3. Automate and Industrialise the Process – Prototyping and Demonstration. This involves casting around for a set of suitable products, either in-house or COTS, which together can form a coherent tool chain to automate the development process as defined in steps 1 and 2. The candidate tool chains can be prototyped to establish their viability. The amount of time required for this step depends largely upon the number of candidate products to be evaluated, and the sophistication of the process to be automated.
4. Automate and Industrialise the Process – Deployment. This involves configuring and integrating the preferred tool chain to support the desired process.
5. Training and Rollout. This involves developing tailored training, typically based upon pre-existing material, to be delivered to the early adopters of the process / tool chain. It is usually prudent to select a small pilot project as a testing ground for the process prior to more widespread rollout.
The Abstract system development process embeds the key elements of the proven Harmony SE process for systems engineering, and the well-established Executable UML process for software engineering. It is founded on the principle that models need to be precise, so that they can be executed and tested as the system evolves. It can be deployed in a variety of project lifecycle models, from strict waterfall to agile. In the latter case, the executability of the models lends itself to continuous testing, integration and deployment that allows the project to manage risk and demonstrate progress throughout the lifecycle.

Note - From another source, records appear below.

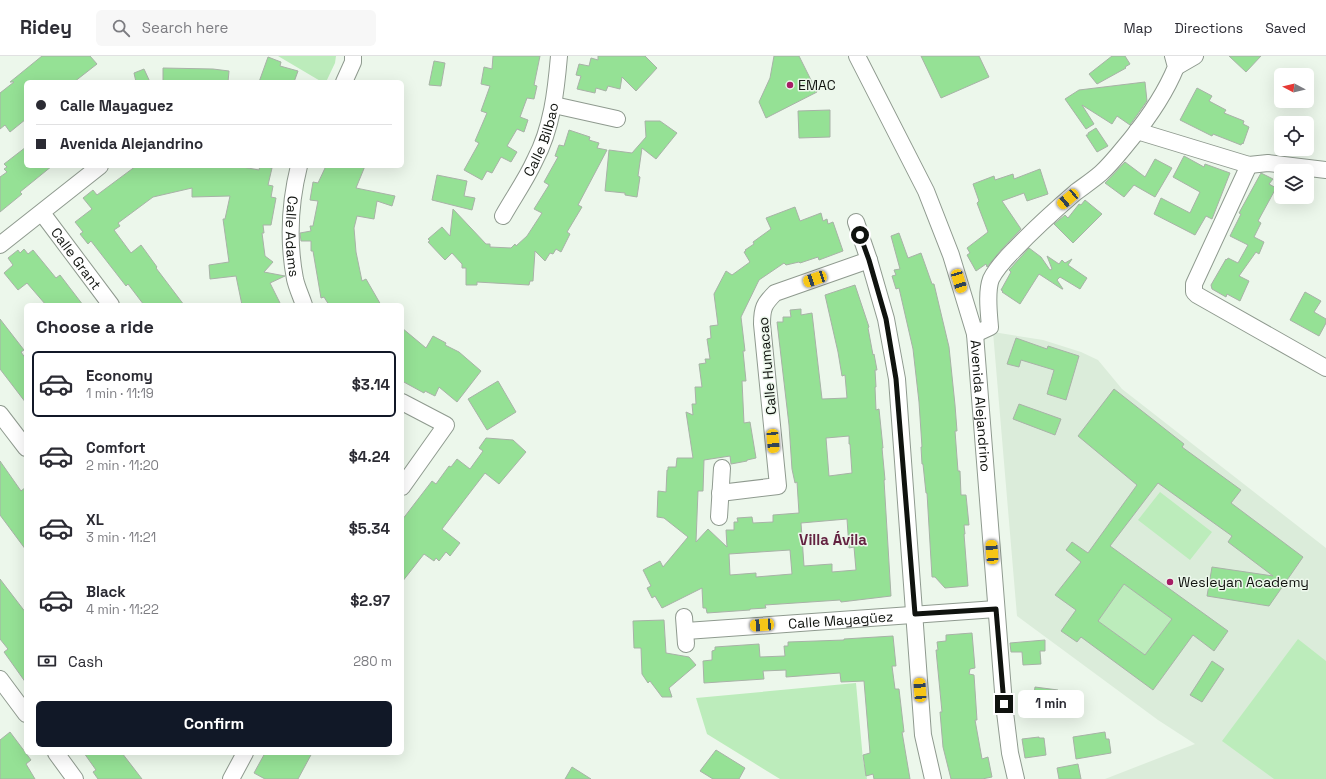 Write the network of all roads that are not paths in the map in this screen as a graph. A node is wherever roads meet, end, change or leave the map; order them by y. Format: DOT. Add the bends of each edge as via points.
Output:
graph roads {
  1 [pos="353,56"];
  2 [pos="559,56"];
  3 [pos="857,56"];
  4 [pos="1195,56"];
  5 [pos="1175,62"];
  6 [pos="345,80"];
  7 [pos="554,105"];
  8 [pos="617,119"];
  9 [pos="1137,131"];
  10 [pos="1248,165"];
  11 [pos="98,168"];
  12 [pos="298,168"];
  13 [pos="1326,170"];
  14 [pos="42,213"];
  15 [pos="503,216"];
  16 [pos="856,222"];
  17 [pos="0,244"];
  18 [pos="869,260"];
  19 [pos="110,303"];
  20 [pos="303,303"];
  21 [pos="975,334"];
  22 [pos="1326,368"];
  23 [pos="404,403"];
  24 [pos="0,414"];
  25 [pos="24,445"];
  26 [pos="722,468"];
  27 [pos="404,484"];
  28 [pos="720,493"];
  29 [pos="719,517"];
  30 [pos="996,609"];
  31 [pos="915,614"];
  32 [pos="685,630"];
  33 [pos="0,679"];
  34 [pos="24,711"];
  35 [pos="57,755"];
  36 [pos="244,755"];
  37 [pos="75,779"];
  38 [pos="231,779"];
  39 [pos="933,779"];
  40 [pos="1016,779"];
  1 -- 6 [label="street"];
  2 -- 7 [label="street, Calle Bilbao"];
  3 -- 21 [label="street, Avenida Alejandrino" via="926,191 951,255"];
  4 -- 5 [label="street"];
  5 -- 9 [label="street" via="1161,98"];
  7 -- 8 [label="street"];
  7 -- 15 [label="street, Calle Bilbao" via="536,160"];
  9 -- 10 [label="street"];
  9 -- 21 [label="street" via="1101,173 1057,208 1009,255 989,287 990,327"];
  10 -- 13 [label="street" via="1268,163"];
  10 -- 22 [label="street" via="1194,284 1194,292"];
  11 -- 14 [label="street"];
  12 -- 20 [label="street, Calle Adams" via="292,208 292,246 295,279"];
  14 -- 17 [label="street"];
  14 -- 19 [label="street, Calle Grant"];
  16 -- 18 [label="street"];
  18 -- 28 [label="street, Calle Humacao" via="775,293 767,301 762,310 762,324 778,486"];
  18 -- 31 [label="street" via="886,319 896,379"];
  21 -- 30 [label="street, Avenida Alejandrino"];
  23 -- 27 [label="street" via="446,425"];
  24 -- 25 [label="street"];
  26 -- 28 [label="street"];
  28 -- 29 [label="street"];
  30 -- 31 [label="street, Calle Mayagüez"];
  30 -- 40 [label="street, Avenida Alejandrino" via="1004,704"];
  31 -- 32 [label="street, Calle Mayagüez"];
  31 -- 39 [label="street" via="923,734"];
  33 -- 34 [label="street"];
  35 -- 37 [label="street"];
  36 -- 38 [label="street"];
}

The key features of the process are:
- Lightweight end-to-end, fully traceable process covering systems engineering, software engineering, testing, deployment and maintenance;
- A coherent, orderly sequence of artefacts, with clearly defined rules and guidelines for deriving one artefact from another;
- Use of precise, executable models, to facilitate continuous customer feedback, testing and integration;
- A modelling style that promotes penetrating analysis of complex subject matters, by constructing models of the problem domain rather than models of a solution. This exposes misunderstandings early, and helps to reduce cost and risk;
- Platform independence, where appropriate, to promote model portability and longevity;
- Separation of concerns, achieved through domain partitioning, to promote reuse and simplicity;
- Generic modelling strategies, specifically designed to support reuse of business capabilities across multiple products in a product line by means of product specific configuration data and plugins;